As guerras religiosas criaram uma situação política peculiar: os sistemas conceituais e as ordens simbólicas do período medieval conseguiam promover uma integração das populações contra inimigos externos, por meio da formação de alianças de nobres, constituídas pela lealdade comum a um rei. Porém, eles eram muito frágeis quando se tratava de organizar as tensões internas, visto que sua organização era baseada em uma unidade religiosa e cultural que havia sido dissolvida pela reforma.

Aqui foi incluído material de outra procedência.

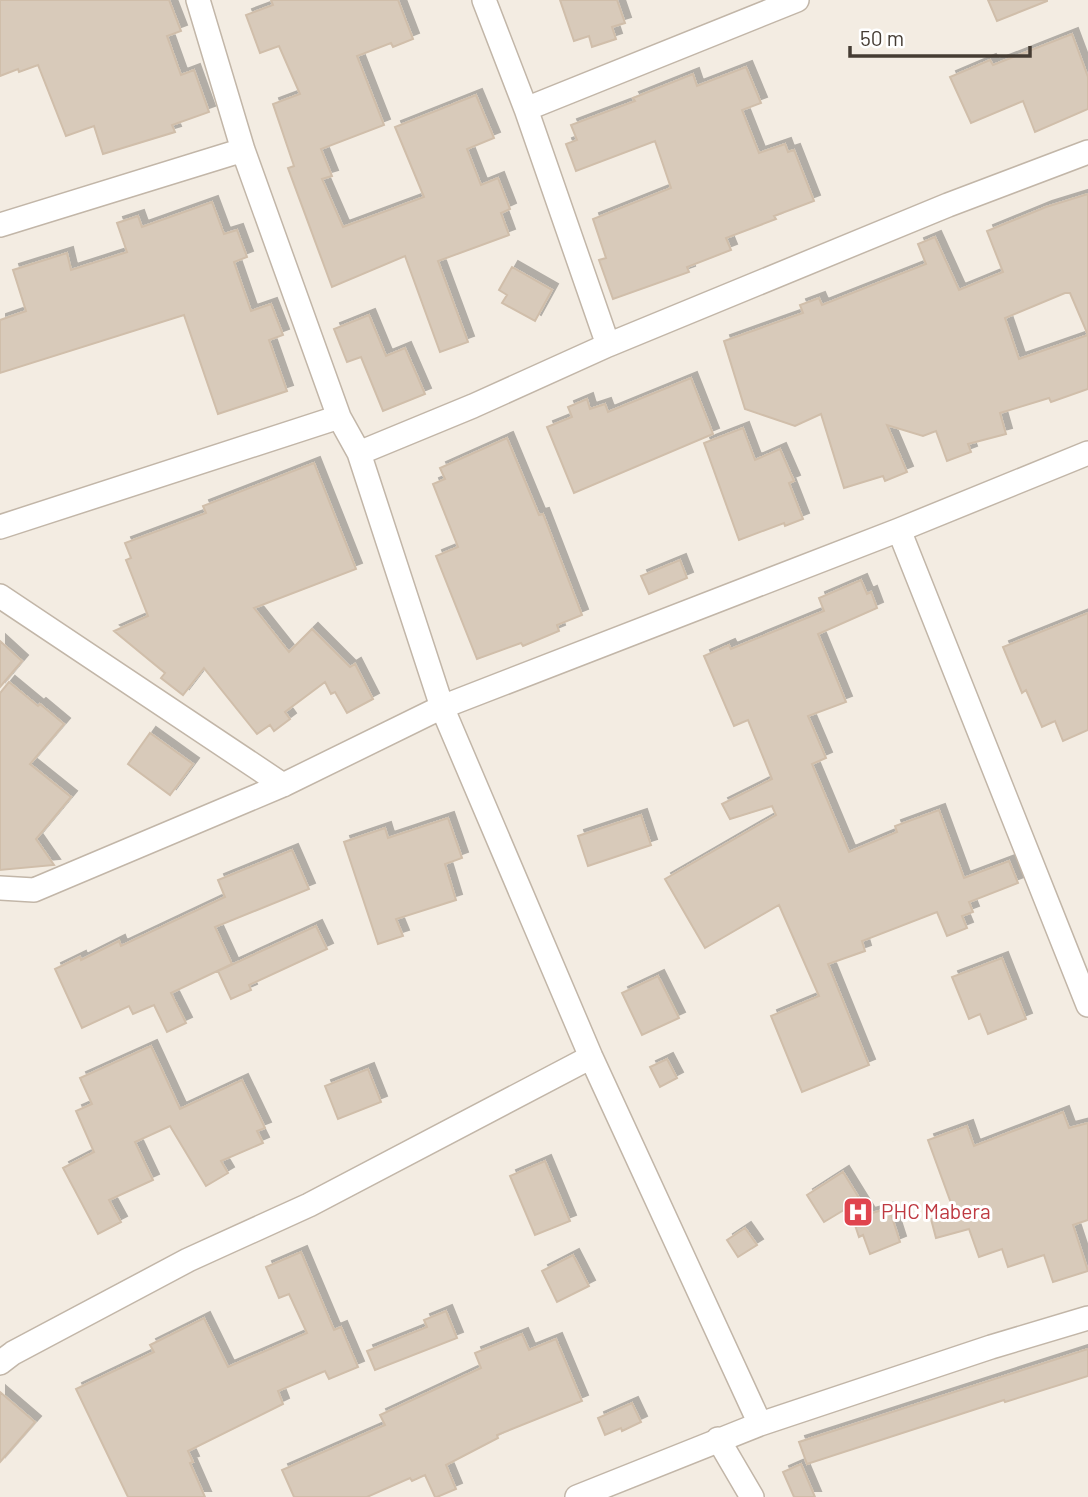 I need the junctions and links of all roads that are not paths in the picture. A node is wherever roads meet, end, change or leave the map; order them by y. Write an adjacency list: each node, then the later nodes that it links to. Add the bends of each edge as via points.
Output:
1 (198, 0): 5 (street)
2 (484, 0): 4 (street)
3 (796, 0): 4 (street)
4 (526, 110): 8 (street)
5 (243, 150): 7 (street); 9 (street)
6 (1088, 152): 8 (street)
7 (0, 225)
8 (608, 345): 10 (street)
9 (339, 417): 10 (street); 12 (street)
10 (359, 453): 15 (street)
11 (1088, 453): 13 (street)
12 (0, 527)
13 (899, 530): 15 (street); 18 (street)
14 (0, 596): 16 (street)
15 (442, 707): 16 (street); 19 (street)
16 (283, 785): 17 (street, via 34,890)
17 (0, 888)
18 (1088, 1005)
19 (591, 1057): 21 (street, via 309,1205 188,1260); 22 (street)
20 (1088, 1318): 22 (street)
21 (0, 1363)
22 (760, 1424): 23 (street)
23 (718, 1439): 24 (street); 25 (street)
24 (577, 1497)
25 (752, 1497) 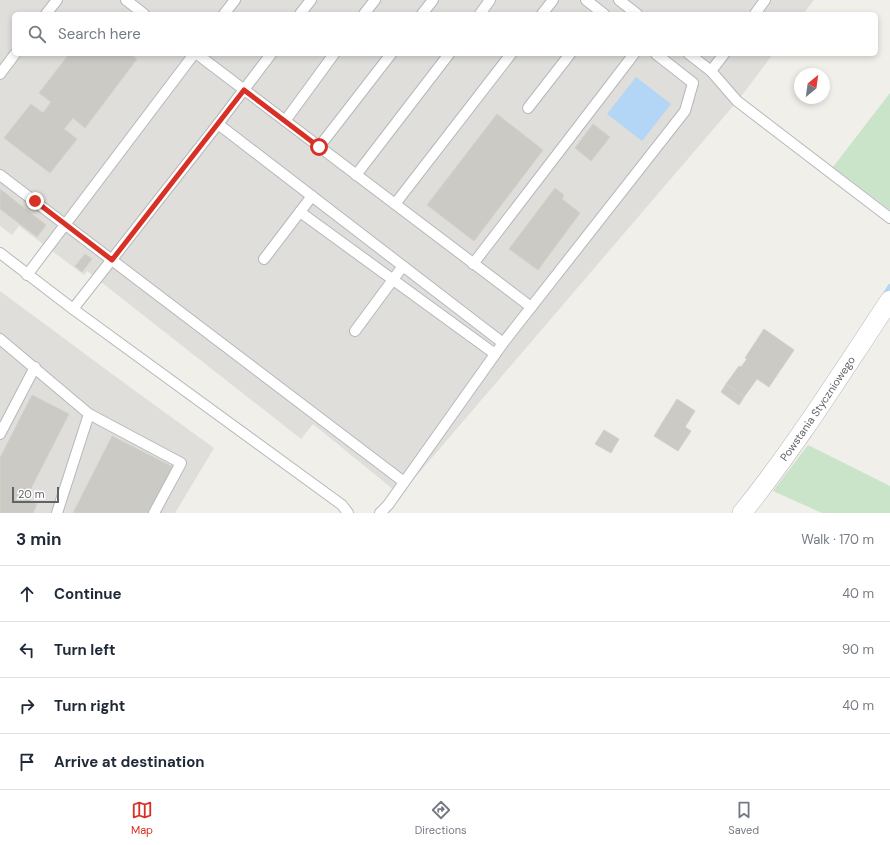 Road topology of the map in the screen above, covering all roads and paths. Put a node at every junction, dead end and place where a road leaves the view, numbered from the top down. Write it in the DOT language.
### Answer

As guerras religiosas não eram fundamentalmente guerras contra um inimigo externo (que poderiam mobilizar as redes de lealdades da nobreza), mas era contra inimigos internos, que lutaram por décadas com o objetivo de restabelecer a unidade perdida. Porém, eram guerras civis com participação intensa de potências estrangeiras, que se enfrentavam como defensoras ou opositoras da autoridade papal. Essas guerras civis colocaram um grupo de súditos insurgentes em conflito direto com os reis, um tipo de conflito social que não era de todo inusual, mas que somente poderia ser lido a partir das categorias medievais: o conflito direto com o rei somente apenas ser legitimado na medida em que ele violasse frontalmente as tradições que lhe conferia sua própria autoridade. Nesse caso, ele seria descrito como um tirano, o que poderia dar motivo para que os nobres ligados a ele se vissem livres de seu vínculo de lealdade.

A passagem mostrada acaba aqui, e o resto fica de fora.